Reproduce the records that follow in full, excluding any picture they contain.
(DATA PROVIDED Opens)
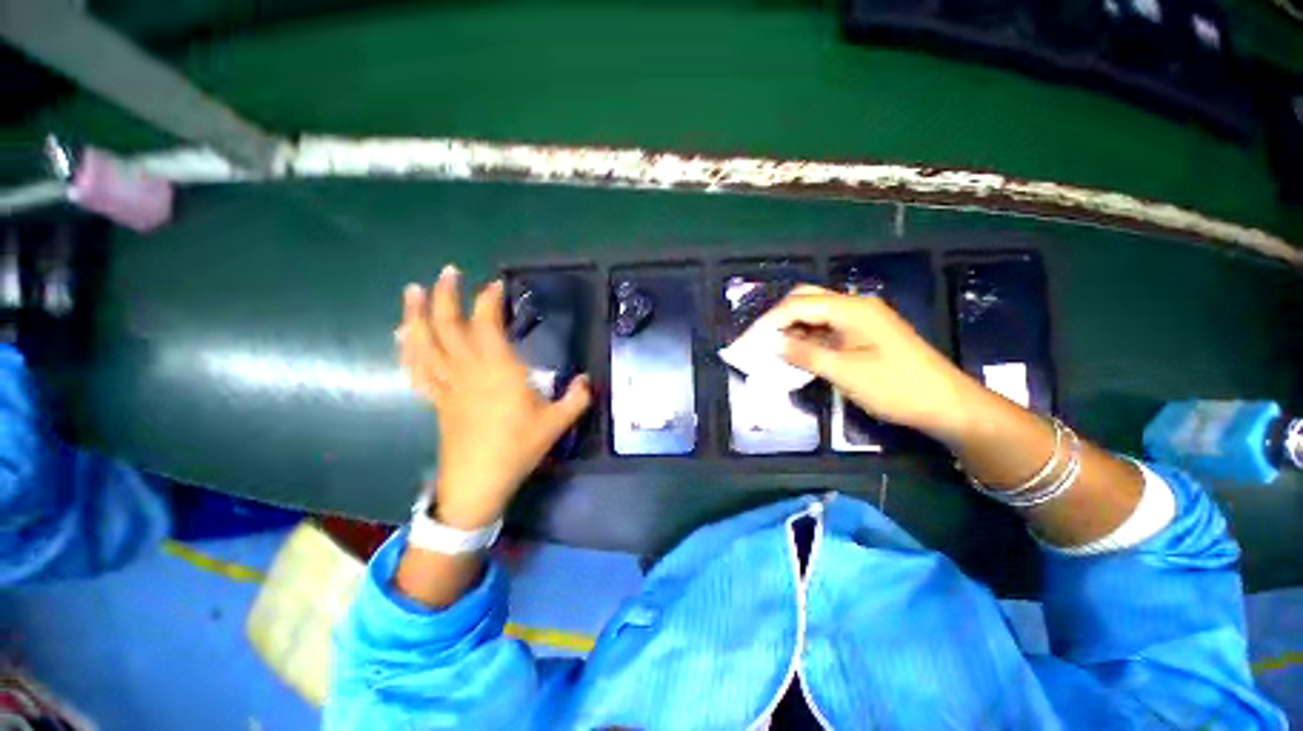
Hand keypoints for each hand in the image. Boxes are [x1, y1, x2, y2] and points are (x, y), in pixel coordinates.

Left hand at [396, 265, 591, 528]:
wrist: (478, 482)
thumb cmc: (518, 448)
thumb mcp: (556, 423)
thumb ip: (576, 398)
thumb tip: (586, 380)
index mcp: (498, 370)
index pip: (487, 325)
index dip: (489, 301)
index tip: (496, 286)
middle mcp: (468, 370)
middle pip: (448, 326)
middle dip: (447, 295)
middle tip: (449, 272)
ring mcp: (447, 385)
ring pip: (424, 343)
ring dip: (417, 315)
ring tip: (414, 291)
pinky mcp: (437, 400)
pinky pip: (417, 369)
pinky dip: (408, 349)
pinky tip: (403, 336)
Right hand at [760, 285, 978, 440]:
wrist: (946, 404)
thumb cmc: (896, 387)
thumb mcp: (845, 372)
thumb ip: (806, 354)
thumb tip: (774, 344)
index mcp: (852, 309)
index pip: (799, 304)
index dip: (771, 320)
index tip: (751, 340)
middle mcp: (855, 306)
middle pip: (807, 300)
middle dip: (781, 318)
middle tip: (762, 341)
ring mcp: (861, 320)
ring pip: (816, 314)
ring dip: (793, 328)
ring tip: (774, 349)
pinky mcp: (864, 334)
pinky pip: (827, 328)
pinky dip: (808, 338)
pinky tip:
(DATA PROVIDED Closes)
§ SOLUTION FOR THIS TASK:
Hand keypoints for each hand in the image. Boxes are [x1, y1, x2, y2] and points are (x, y), in pixel coordinates.

Left hand at [396, 265, 591, 528]:
wrist: (478, 482)
thumb cmc: (518, 448)
thumb mcp: (556, 423)
thumb ip: (576, 398)
thumb tip: (586, 380)
index mcp: (498, 370)
index pip: (487, 325)
index dip: (489, 301)
index tip: (496, 286)
middle mcp: (468, 370)
middle pip: (448, 326)
middle dip: (447, 295)
middle tip: (449, 272)
ring mcp: (447, 385)
ring pip: (424, 343)
ring dip: (417, 315)
ring tip: (414, 291)
pinky mcp: (437, 400)
pinky pip: (417, 369)
pinky dip: (408, 349)
pinky tip: (403, 336)
Right hand at [760, 285, 978, 440]:
wrist: (946, 404)
thumb cmc: (896, 387)
thumb mcp: (845, 372)
thumb ip: (806, 354)
thumb tip: (774, 344)
index mcp: (852, 309)
index pip: (799, 304)
index dip: (771, 320)
index tip: (751, 340)
middle mcp: (855, 306)
middle pip: (807, 300)
middle dip: (781, 318)
middle tip: (762, 341)
ring mcp: (861, 320)
ring pip: (816, 314)
ring dip: (793, 328)
ring tip: (774, 349)
pinky mcp: (864, 334)
pinky pip: (827, 328)
pinky dip: (808, 338)
pinky tip:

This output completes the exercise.